自分はこんなにまで、たこ焼きが好きだったのか。

禁断症状が出ます。
食べれないんだわ、たこ焼きが。

関西にいるときは、好きだという感覚は有るものの、あまりにも日常的すぎて、まあ好きやわなあ、くらい。

そうそう食べれない状況になると、

俺はたこ焼きがすっきゃあああ

と満月に向かって叫んでもまだ足りないくらい。

たこ焼き機
東京でよく聞かれるのが、関西人って全世帯にたこ焼き機があるって本当?
っていう質問。
そんなの当たり前。
住民票みたいなもん。
もし持ってない人がいたとしたら、よほどの事情があったに違いない。
例えば、独り暮らしをすると決まったら、とりあえずたこ焼きプレートを買いに行く。
そうしないと気持ちが悪いし、万が一新居をたこ焼き機の無い形で迎えてしまったら、縁起が悪い。

でも、どんなたこ焼き機かが色々ある。
まだそれほど収入が無い時期には、レンジの上に乗っけるだけの丸っこい7個くらいしか焼けないプレートだけ。
多少余裕が出てきたら、10個くらい焼ける長四角のやつに変わる。
これもまだプレートだけ。
もちろん、丸っこいのも捨てはしない。
バチが当たるから。
一度は愛した元カノみたいなもん。
時々取り出してさびさびになったのを眺めつつ、あの頃、金はなかったけど夢があったなぁ、などと郷愁に浸る。

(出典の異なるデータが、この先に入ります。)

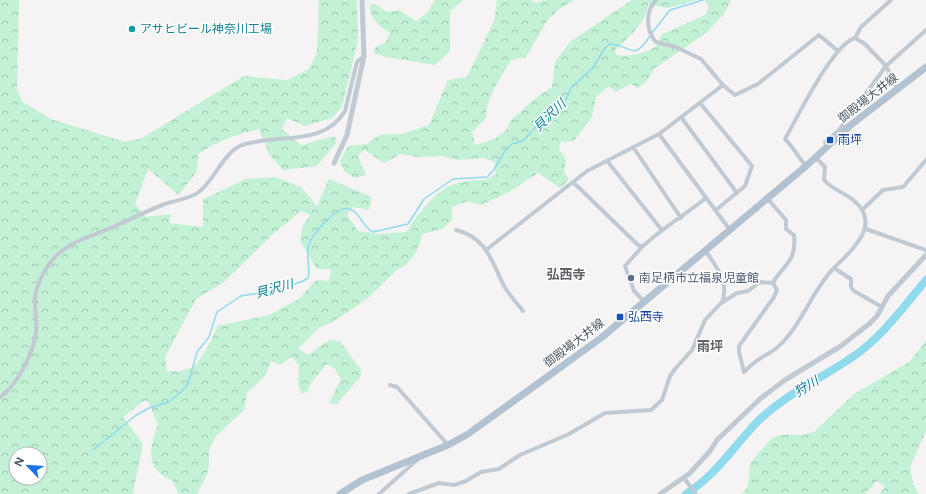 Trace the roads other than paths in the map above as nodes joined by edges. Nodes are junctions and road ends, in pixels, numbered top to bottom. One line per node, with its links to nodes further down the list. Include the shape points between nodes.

友達の家にお呼ばれしたら、その家のたこ焼き機がとても気になる。
裕福さのバロメータだから。
下にガス台までくっついた立派なたこ焼き機だったりすると、明日からこいつの言うことは何でも聞こうと思う。
電気よりはガス。何ともプロっぽい。
ただ、卑屈にはならない。
何といっても、もったいない、つつましやか、を良しとする関西人。
子供ながらに、我が家で無理してこんなの買ったら、借金まみれになると思っている。
うちはプレートで良かったと変にホッとする。

明石焼き
もし世の中に芸術品というものがあるとしたら、その筆頭にあげられるのが明石焼きだと思う。
何とも、繊細で、上品で。
一つ一つを、
「ありがたや、ありがたや」
と拝みながら食べる食品ってそうそうない。
次女も同意見です。

何とこの明石焼きをはじめて食べたのが東京に出てきてから。
新宿の「たこぽん」が最初。
何やろ、明石焼きって。
明石は隣町だからよく行ったけど、関西にいるときそないなものは全く知らなかった

私が大好きなブログ、メタぽっちゃりシードリームで、明石焼きは穴子が入っているのもおいしいとの情報を読んだ。
そないな斬新な。
世の中の進歩は凄まじい。
どんなんやろ。おいしいんやろな。

あかん。
辛抱たまらん。
たこ焼きか明石焼き、食べとうなってきた。

大阪弁、その不可思議なるもの(敬語)

敬語
関西人は、標準語での敬語が苦手です。
(これは、おそらく僕だけ)
なぜなら、大阪弁にはとても便利な敬語があるんです。
どんな動詞だろうがその後ろに「はる」を付けるだけでいい
しはる、してはる、言わはる、来はる
いらっしゃる、だの、おっしゃる、だの言葉ごとの敬語を覚えなくてもよい。
親だろうが天皇陛下だろうが全てこれでOK

敬語が通じていない
東京に出てきて程なく、自分の敬語が相手に敬語として認識してもらっていないことに気付きます。
逆の例としては、昔いた会社で上司が関西から出てきている人だったのですが、お前はいつもちゃんと敬語で話すなあと言われたことがあります。
そうなんです。
使ってはいるんですれどね。

なまじっか通じてしまうが故に、関西弁が抜けない、私のような「東京に出てきている関西人」はとても苦悩します。
敬語を話さないといけない場面のみ、全面的に標準語を話さないといけないのです。
もちろん、大抵の「東京に出てきている関西人」はちゃんと努力するのでしょうが、なんせ日本アバウト党の党首を自認している私の性格、どうにもなりません。

解決策
解決策は一つ。
偉い人には近づかない。

それで「今に至る」です。

出世なんてするわけありませんね

もうちょっと努力せぇよ、という話でした。
失礼しました。反省します。

大阪弁、その不可思議なるもの(必死のパッチ)

大阪弁にはコミカルな言葉があります。
そんな、いくつかを集めてみました。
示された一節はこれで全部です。